In sum, based on the evidence of record, we find that Lincoln Life has not met its burden of establishing that its principal place of business lies outside of Pennsylvania. Therefore, this case shall be remanded to the Philadelphia County Court of Common Pleas.
B. Attorneys’ Fees and Costs
Plaintiff also seeks attorneys’ fees and costs for Lincoln Life’s improper removal. 28 U.S.C. § 1447(c) permits the Court to order payment of costs and any actual expenses, including attorneys’ fees, incurred as a result of the removal. “Absent unusual circumstances, courts may award attorney’s fees under § 1447(c) only where the removing party lacked an objectively reasonable basis for seeking removal. Conversely, when an objectively reasonable basis exists, fees should be denied.” Martin v. Franklin Capital Corp., 546 U.S. 132, 141 (2005).
While Lincoln Life has successfully removed a diversity case to this district, and while various district courts have stated that Lincoln Life’s principal place of business rests outside of Pennsylvania, the cases Lincoln Life cites did not involve jurisdictional challenges wherein the respective court was required to determine Lincoln Life’s nerve center. (See Def.’s Supp. Br. 11-12) (listing cases). In those cases, Lincoln Life’s statement of principal place of business was simply taken at face value. Therefore, those cases do not render removal reasonable.
Further, for the reasons previously discussed, Lincoln Life’s position is untenable in the face of clear Supreme Court precedent and undisputed testimony. Thus, we find that Lincoln Life did not have a reasonably objective basis for seeking removal.

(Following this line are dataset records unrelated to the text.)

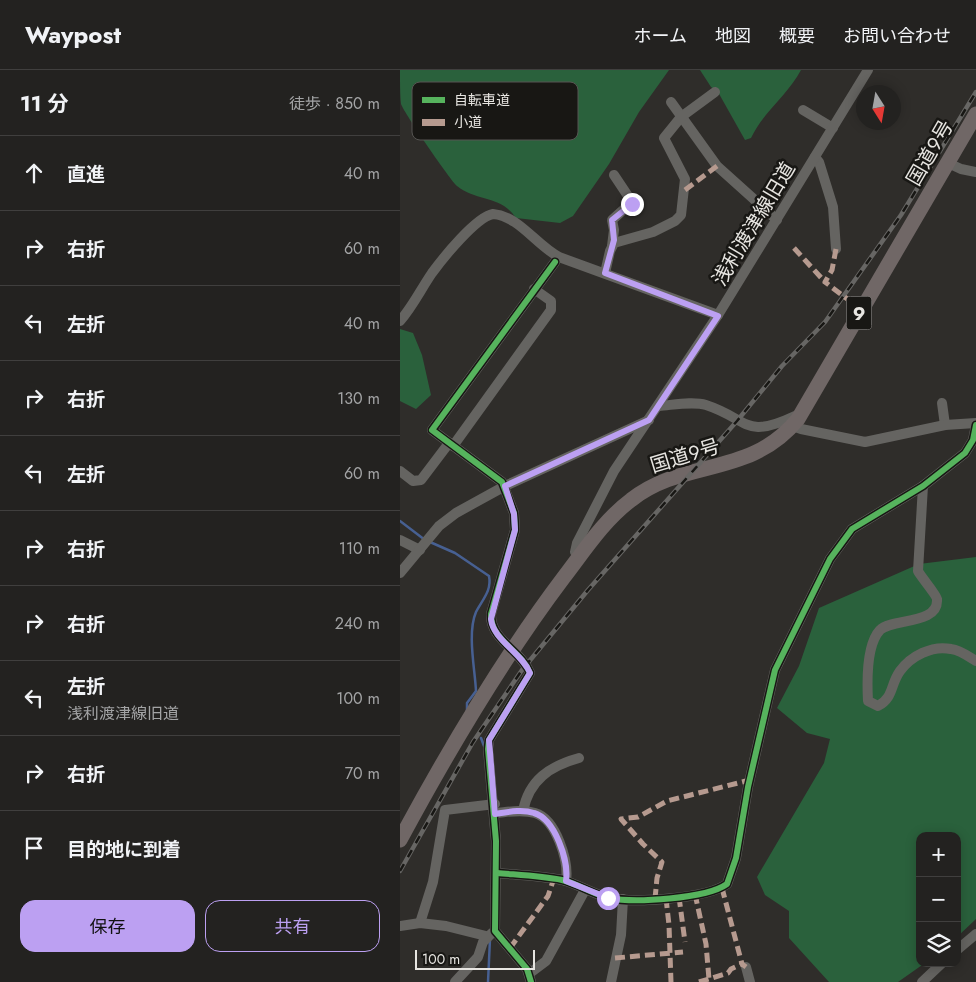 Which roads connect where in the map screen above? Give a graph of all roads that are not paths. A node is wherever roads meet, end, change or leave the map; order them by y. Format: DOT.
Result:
graph roads {
  1 [pos="868,70"];
  2 [pos="715,92"];
  3 [pos="671,102"];
  4 [pos="803,110"];
  5 [pos="976,114"];
  6 [pos="681,117"];
  7 [pos="833,128"];
  8 [pos="815,157"];
  9 [pos="948,163"];
  10 [pos="976,172"];
  11 [pos="614,175"];
  12 [pos="777,220"];
  13 [pos="612,246"];
  14 [pos="836,249"];
  15 [pos="554,262"];
  16 [pos="605,273"];
  17 [pos="534,289"];
  18 [pos="718,316"];
  19 [pos="400,321"];
  20 [pos="942,403"];
  21 [pos="659,406"];
  22 [pos="803,413"];
  23 [pos="649,420"];
  24 [pos="976,424"];
  25 [pos="945,425"];
  26 [pos="792,426"];
  27 [pos="451,444"];
  28 [pos="400,471"];
  29 [pos="505,486"];
  30 [pos="923,486"];
  31 [pos="400,540"];
  32 [pos="420,550"];
  33 [pos="579,557"];
  34 [pos="400,573"];
  35 [pos="513,648"];
  36 [pos="976,661"];
  37 [pos="579,758"];
  38 [pos="492,807"];
  39 [pos="523,811"];
  40 [pos="400,840"];
  41 [pos="497,873"];
  42 [pos="566,881"];
  43 [pos="585,890"];
  44 [pos="623,900"];
  45 [pos="420,923"];
  46 [pos="400,926"];
  47 [pos="490,934"];
  48 [pos="976,934"];
  49 [pos="961,947"];
  50 [pos="746,967"];
  51 [pos="938,967"];
  52 [pos="530,978"];
  53 [pos="456,982"];
  54 [pos="611,982"];
  55 [pos="750,982"];
  56 [pos="922,982"];
  1 -- 7 [label="street, 浅利渡津線旧道"];
  2 -- 6 [label="street"];
  3 -- 6 [label="street"];
  4 -- 7 [label="street"];
  5 -- 9 [label="highway, 国道9号 / 9"];
  6 -- 12 [label="street"];
  6 -- 13 [label="street"];
  7 -- 8 [label="street, 浅利渡津線旧道"];
  8 -- 12 [label="street, 浅利渡津線旧道"];
  8 -- 14 [label="street"];
  9 -- 10 [label="street"];
  9 -- 22 [label="highway, 国道9号 / 9"];
  11 -- 13 [label="street"];
  12 -- 18 [label="street, 浅利渡津線旧道"];
  13 -- 16 [label="street"];
  15 -- 17 [label="street"];
  16 -- 18 [label="street, 浅利渡津線旧道"];
  16 -- 19 [label="street, 浅利渡津線旧道"];
  17 -- 27 [label="street"];
  17 -- 27 [label="street"];
  18 -- 21 [label="street"];
  20 -- 25 [label="street"];
  21 -- 22 [label="street"];
  21 -- 23 [label="street"];
  22 -- 26 [label="highway, 国道9号 / 9"];
  23 -- 29 [label="street"];
  23 -- 33 [label="street"];
  24 -- 25 [label="street"];
  24 -- 30 [label="street"];
  25 -- 26 [label="street"];
  26 -- 33 [label="highway, 国道9号 / 9"];
  27 -- 28 [label="street"];
  27 -- 29 [label="street"];
  29 -- 32 [label="street"];
  29 -- 35 [label="street"];
  30 -- 36 [label="street"];
  30 -- 44 [label="street"];
  31 -- 32 [label="street"];
  32 -- 34 [label="street"];
  33 -- 35 [label="highway, 国道9号 / 9"];
  35 -- 38 [label="street"];
  35 -- 40 [label="highway, 国道9号 / 9"];
  37 -- 39 [label="street"];
  38 -- 39 [label="street"];
  38 -- 41 [label="street"];
  38 -- 45 [label="street"];
  39 -- 42 [label="street"];
  41 -- 42 [label="street"];
  41 -- 47 [label="street"];
  42 -- 43 [label="street"];
  43 -- 44 [label="street"];
  43 -- 52 [label="street"];
  44 -- 54 [label="street"];
  45 -- 46 [label="street"];
  45 -- 47 [label="street"];
  47 -- 52 [label="street"];
  47 -- 53 [label="street"];
  48 -- 49 [label="street"];
  50 -- 55 [label="street"];
  51 -- 56 [label="street"];
}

For the reasons set forth above, Plaintiff’s Motion to Remand and request for attorneys’ fees and costs are granted.
An appropriate Order follows.
AND NOW, this 29th day of July, 2013, upon consideration of Plaintiff’s “Motion to Remand” (Doc. No. 5) and the response, reply, and supplemental briefs thereto, and for reasons stated in the accompanying Memorandum Opinion, it is hereby ORDERED that:
- Plaintiff’s motion to remand and request for attorneys’ fees and costs (Doc. No. 5) is GRANTED; - On or before August 6, 2013, Plaintiff shall file an affidavit describing costs and attorneys’ fees incurred as a result of the removal. Any objections shall be filed on or before August 12, 2013.
- This Court shall retain jurisdiction over this matter until entry of an Order regarding costs and fees. At such time, the Clerk of Court shall remand the action to the Philadelphia County Court of Common Pleas.